Sabato 22 gennaio 2022
Ernesto, Roberto ed io siamo saliti al Fontanone di Goriuda. Ancora una volta. È stato come fare visita a un vecchio amico.
Obiettivo: la continuazione delle puntate precedenti.
Puntate di una “Serie” interrotta due anni fa, a causa della pandemia. Il nostro lavoro ventennale al Goriuda ha vissuto diversi periodi: dalla massima euforia delle grandi scoperte, ai momenti di stanca in cui si guardava altrove.
Il proverbio dice che i “conti senza l’oste” non si dovrebbero mai fare, ma ora sappiamo che mai e poi mai si devono fare i conti senza …la pandemia.
Due anni di difficoltà, in cui molti progetti sono saltati e, onestamente, anche la volontà è venuta a mancare.
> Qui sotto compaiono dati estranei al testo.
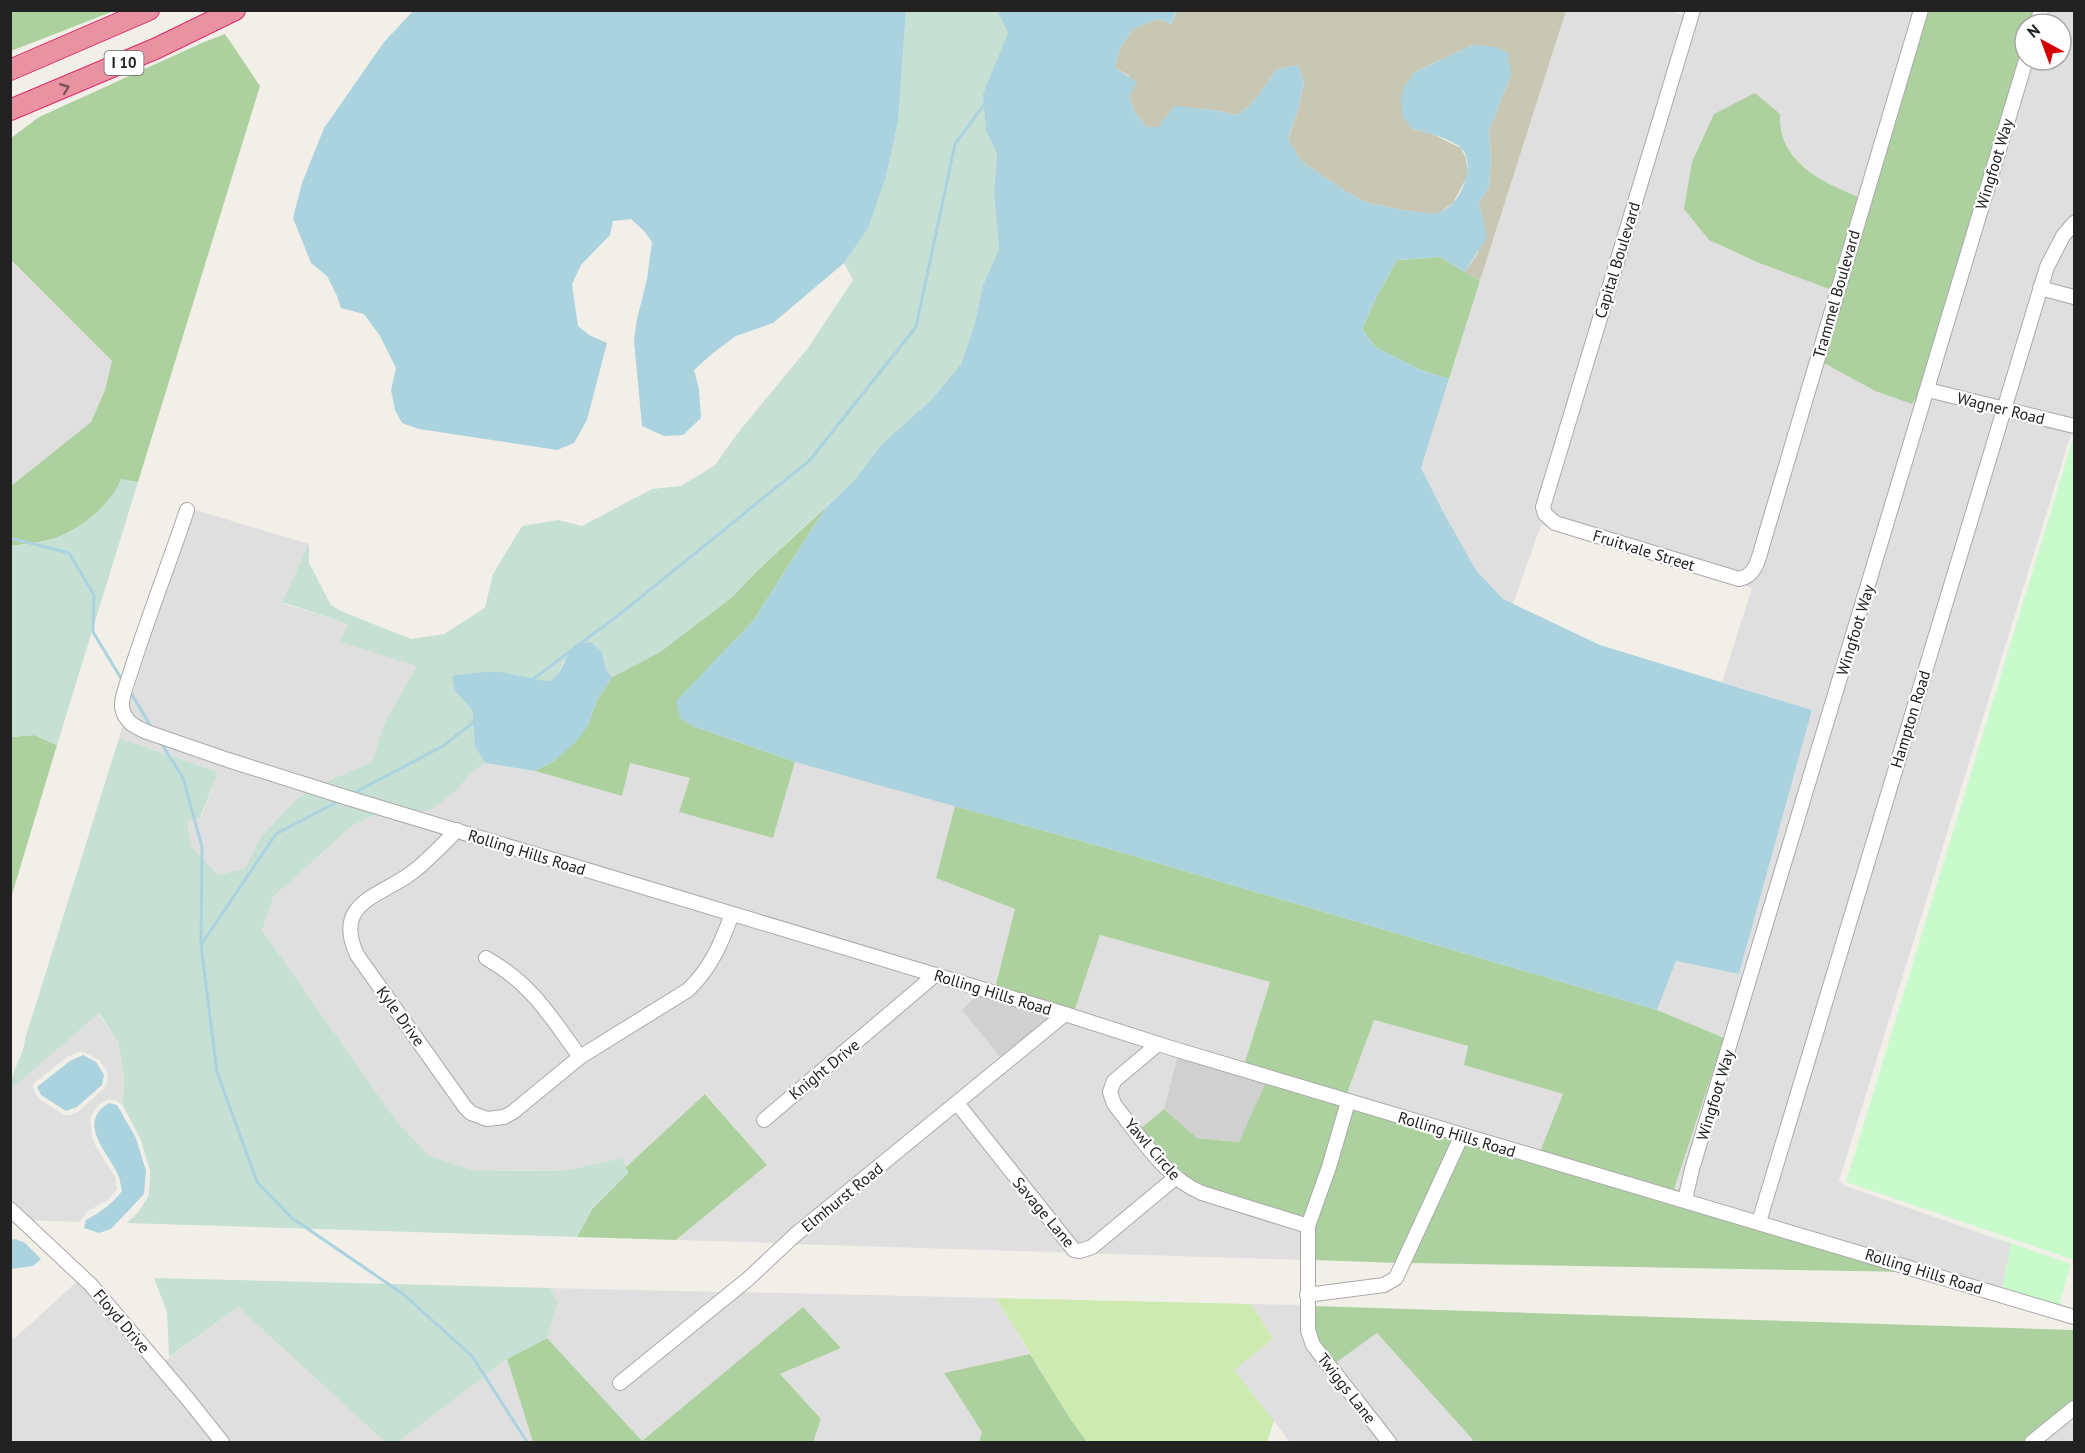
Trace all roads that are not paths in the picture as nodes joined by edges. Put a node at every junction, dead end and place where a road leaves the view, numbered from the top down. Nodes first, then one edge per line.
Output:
1 (149, 10) edge
2 (235, 10) edge
3 (1693, 10) edge
4 (1921, 10) edge
5 (10, 70) edge
6 (2022, 72) edge
7 (10, 110) edge
8 (2074, 223) edge
9 (2040, 288) junction
10 (2074, 297) edge
11 (1928, 390) junction
12 (2003, 408) junction
13 (2074, 426) edge
14 (187, 510) dead end
15 (1544, 510) joint
16 (1750, 575) joint
17 (457, 830) junction
18 (732, 914) junction
19 (486, 958) dead end
20 (935, 975) junction
21 (1065, 1014) junction
22 (1158, 1044) junction
23 (580, 1057) junction
24 (1348, 1102) junction
25 (957, 1103) junction
26 (764, 1120) dead end
27 (1462, 1135) junction
28 (1175, 1178) junction
29 (1685, 1200) junction
30 (10, 1209) edge
31 (1759, 1222) junction
32 (1308, 1226) junction
33 (1307, 1295) junction
34 (2074, 1317) edge
35 (620, 1383) dead end
36 (2073, 1413) edge
37 (222, 1443) edge
38 (1389, 1443) edge
39 (2032, 1443) edge

1 - 5 highway, I 10
7 -> 2 highway, I 10
3 - 15 street, Capital Boulevard
4 - 16 street, Trammel Boulevard
6 - 11 street, Wingfoot Way
8 - 9 street, Hampton Road
9 - 10 street
9 - 12 street, Hampton Road
11 - 12 street, Wagner Road
11 - 29 street, Wingfoot Way
12 - 13 street, Wagner Road
12 - 31 street, Hampton Road
14 - 17 street, Rolling Hills Road
15 - 16 street, Fruitvale Street
17 - 18 street, Rolling Hills Road
17 - 23 street, Kyle Drive
18 - 20 street, Rolling Hills Road
18 - 23 street, Kyle Drive
19 - 23 street
20 - 21 street, Rolling Hills Road
20 - 26 street, Knight Drive
21 - 22 street, Rolling Hills Road
21 - 25 street, Elmhurst Road
22 - 24 street, Rolling Hills Road
22 - 28 street, Yawl Circle
24 - 27 street, Rolling Hills Road
24 - 32 street
25 - 28 street, Savage Lane
25 - 35 street, Elmhurst Road
27 - 29 street, Rolling Hills Road
27 - 33 street
28 - 32 street, Yawl Circle
29 - 31 street, Rolling Hills Road
30 - 37 street, Floyd Drive
31 - 34 street, Rolling Hills Road
32 - 33 street
33 - 38 street, Twiggs Lane
36 - 39 street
Finalmente le condizioni sono cambiate, come dei convalescenti alla prima uscita, siamo ritornati sui nostri passi, abbiamo ritrovato i luoghi famigliari, gli amici di vecchia data.
Abbiamo respirato aria buona.
C’era voglia di ricominciare, di ricucire un filo interrotto di cui, evidentemente, non avevamo abbandonato le due estremità.
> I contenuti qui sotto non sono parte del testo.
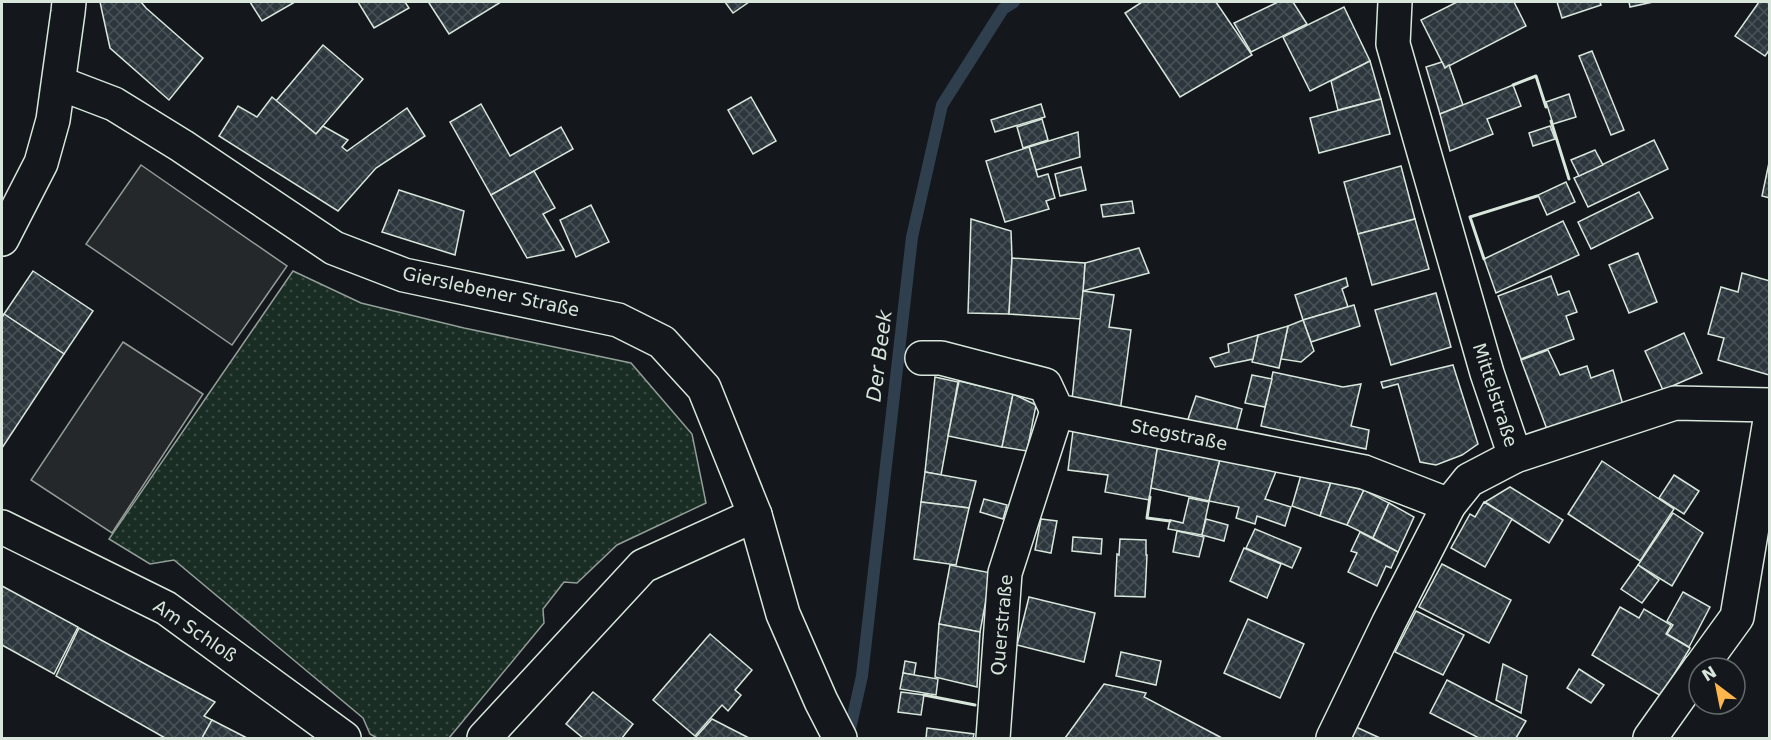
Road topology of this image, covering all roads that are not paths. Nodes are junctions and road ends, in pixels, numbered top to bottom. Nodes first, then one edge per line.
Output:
1 (69, 2) edge
2 (1395, 2) edge
3 (59, 82) junction
4 (2, 239) edge
5 (922, 358) dead end
6 (1770, 405) edge
7 (1057, 411) junction
8 (1770, 420) edge
9 (1515, 456) junction
10 (1449, 505) junction
11 (755, 515) junction
12 (2, 527) edge
13 (1709, 656) edge
14 (1687, 687) edge
15 (833, 725) edge
16 (344, 738) edge
17 (484, 738) edge
18 (993, 738) edge
19 (1333, 738) edge
20 (1650, 738) edge

1 - 3 street
2 - 9 street, Mittelstraße
3 - 4 street
3 - 11 street, Gierslebener Straße
5 - 7 street
6 - 9 street
7 - 10 street, Stegstraße
7 - 18 street, Querstraße
8 - 13 street
9 - 10 street, Mittelstraße
10 - 19 street, Mittelstraße
11 - 15 street, Gierslebener Straße
11 - 17 street
12 - 16 street, Am Schloß
14 - 20 street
Ed eccoci, ancora una volta, con la doppia bombola in schiena, su per il sentiero innevato. Solita routine. Peso, fatica, speranza, amicizia, passione. Ecco gli ingredienti per la buona riuscita di un’attività che in primo luogo ci piace fare a “modo nostro”. A dire il vero, dei primi due ingredienti, faremo volentieri a meno, ma sono inevitabili.
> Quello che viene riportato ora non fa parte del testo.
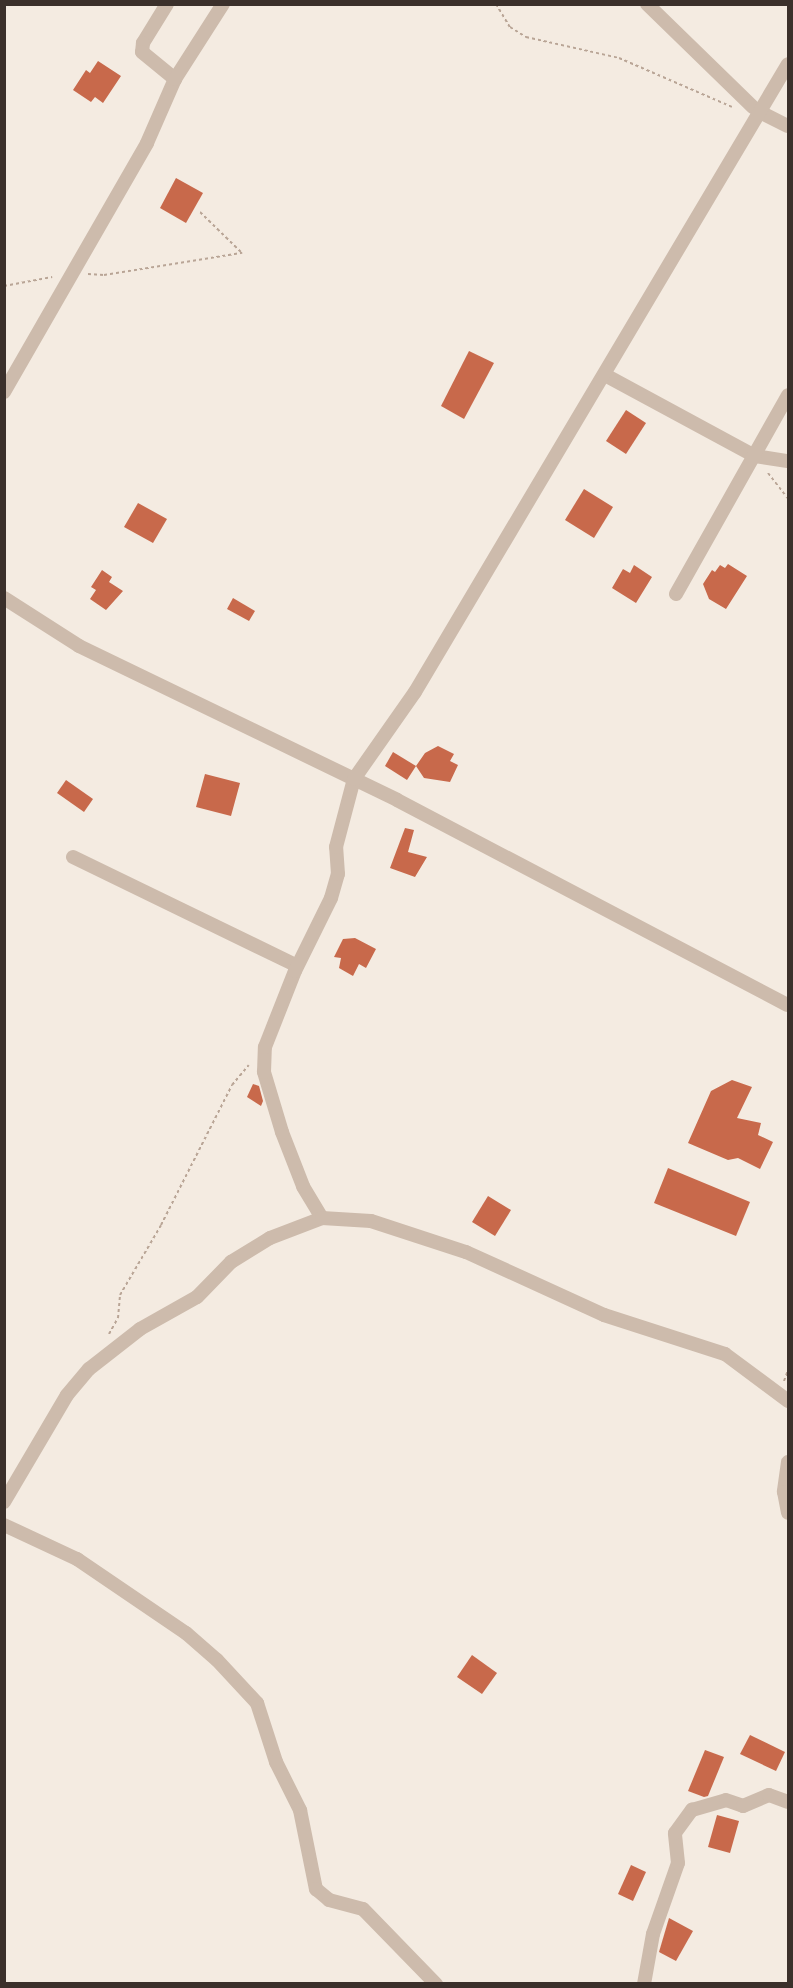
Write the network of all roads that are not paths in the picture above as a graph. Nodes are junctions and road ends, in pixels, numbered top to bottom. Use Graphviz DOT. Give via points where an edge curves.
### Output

Non vi racconterò del Fontanone di sabato scorso, era quello di sempre e ne abbiamo già parlato tanto. Vi scriverò invece della voglia di continuare ad esplorare, quella è nuova. Rinnovata. Forse le esperienze come quelle che abbiamo vissuto negli ultimi due anni di pandemia hanno rinforzato o, meglio, affinato le nostre intenzioni. Abbiamo idee precise, sulle cose da fare: per prima cosa rimettere in sicurezza la parte interna, bisogna verificare le corde dopo anni di assenza. E poi ripartire con l’esplorazione delle parti nuove. Quelle più interne, viste finora da pochi. Mi affascina sempre pensare che le rocce della risorgiva hanno riflesso per la prima volta la luce delle nostre lampade, dopo millenni dalla loro formazione. Ho intenzione di conoscerla più a fondo. Voglio fermarmi ad ascoltare l’acqua. Fare miei i suoni di un ambiente tanto lontano dalla nostra quotidianità. Sono certo che questo nuovo modo di fare ci porterà a conoscere altri aspetti di questo mondo che amiamo, che ci appartiene e a cui apparteniamo.
Dopo averla bevuta, è anche dell’acqua del Goriuda che siamo composti.